The University Record, January 21, 1997

Talk of the Nation to be broadcast live from Rackham Auditorium


Ray Suarez, host of National Public Radio's (NPR) Talk of the Nation, will bring the program to Rackham Auditorium 2-4 p.m. Feb. 6 for a live national broadcast examining race relations in America.

The program, the midday voice of NPR News, offers public radio listeners discussion on the issues of the day and the issues behind the headlines in a talk show format. Listeners are able to express their opinions of the issues being considered by calling 1-800-989-TALK. The live audience for the Rackham broadcast also will have the opportunity to add their comments during the show.

The Ann Arbor broadcast of Talk of the Nation is presented by Michigan Radio in conjunction with the University's 1997 Martin Luther King Jr. Symposium. Admission to the program is free. The broadcast may be heard on the listener-supported public radio stations of the U-M, WUOM, 91.7 FM in Ann Arbor; WFUM, 91.1 FM in Flint; and WVGR, 104.1 FM in Grand Rapids.

Widely recognized in the national press as a groundbreaking talk program, Talk of the Nation won the 1994-95 Alfred I. DuPont-Columbia University Silver Baton Award after Suarez hosted the program from Johannesburg, South Africa, as part of NPR's coverage of the country's first all-race elections.
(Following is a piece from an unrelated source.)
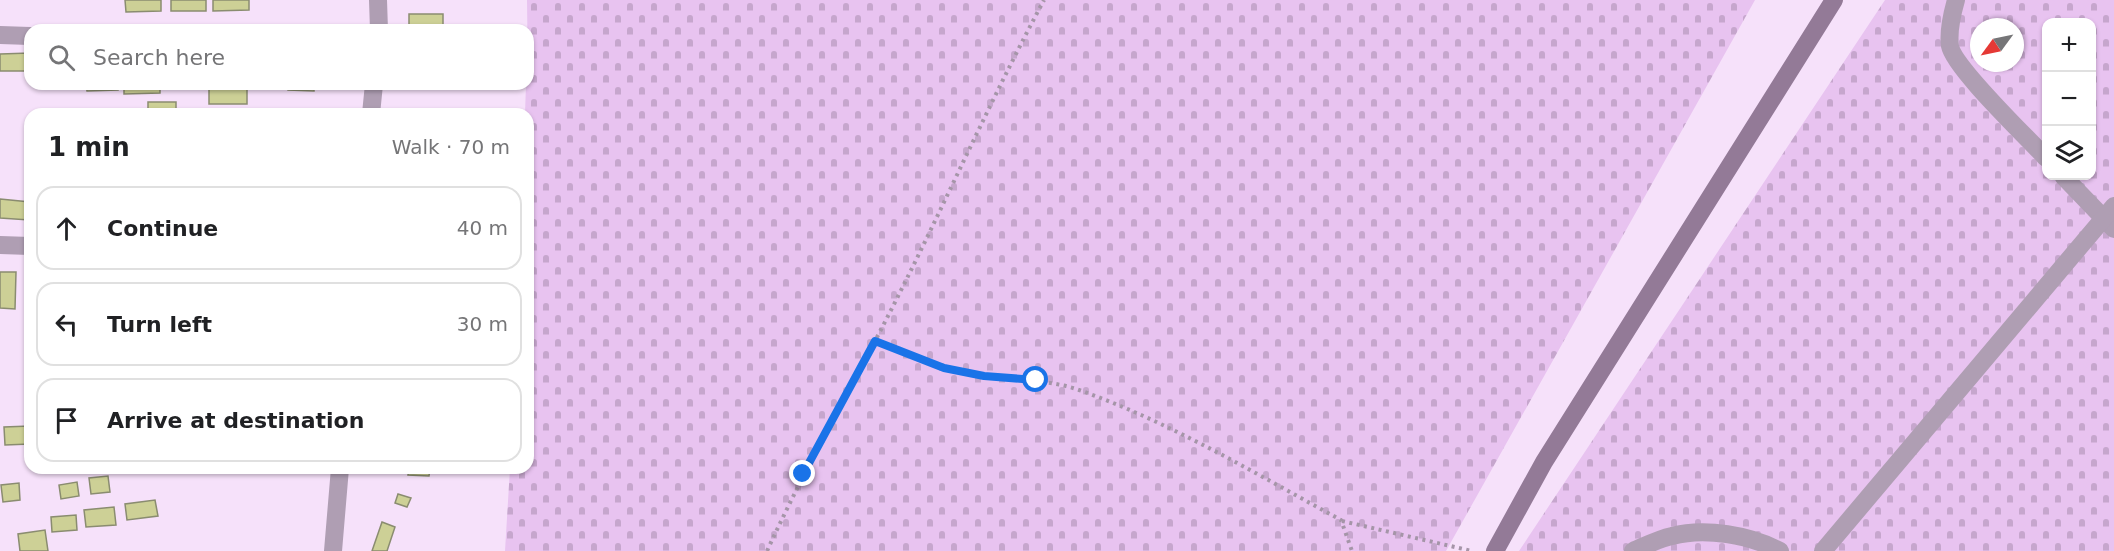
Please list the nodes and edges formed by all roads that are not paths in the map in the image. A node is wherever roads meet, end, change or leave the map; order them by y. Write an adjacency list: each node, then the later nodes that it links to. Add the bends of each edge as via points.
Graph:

Suarez brings almost 20 years' experience in the news business to the daily broadcast. He joined Talk of the Nation in 1993, after more than seven years as a reporter with the NBC affiliate in Chicago. Prior to that, he was a Los Angeles correspondent for CNN, a producer for ABC Radio Network in New York City, a reporter for CBS in Rome and a reporter for American and British news services in London. An author with Simon and Schuster's Free Press, Suarez's book on white flight and the American city is scheduled to appear later this year. Widely published in the United States and Britain, he is now a contribution editor for Si Magazine, a national magazine for Latinos. The Los Angeles Times named Suarez one of its "100 People to Watch in 1996."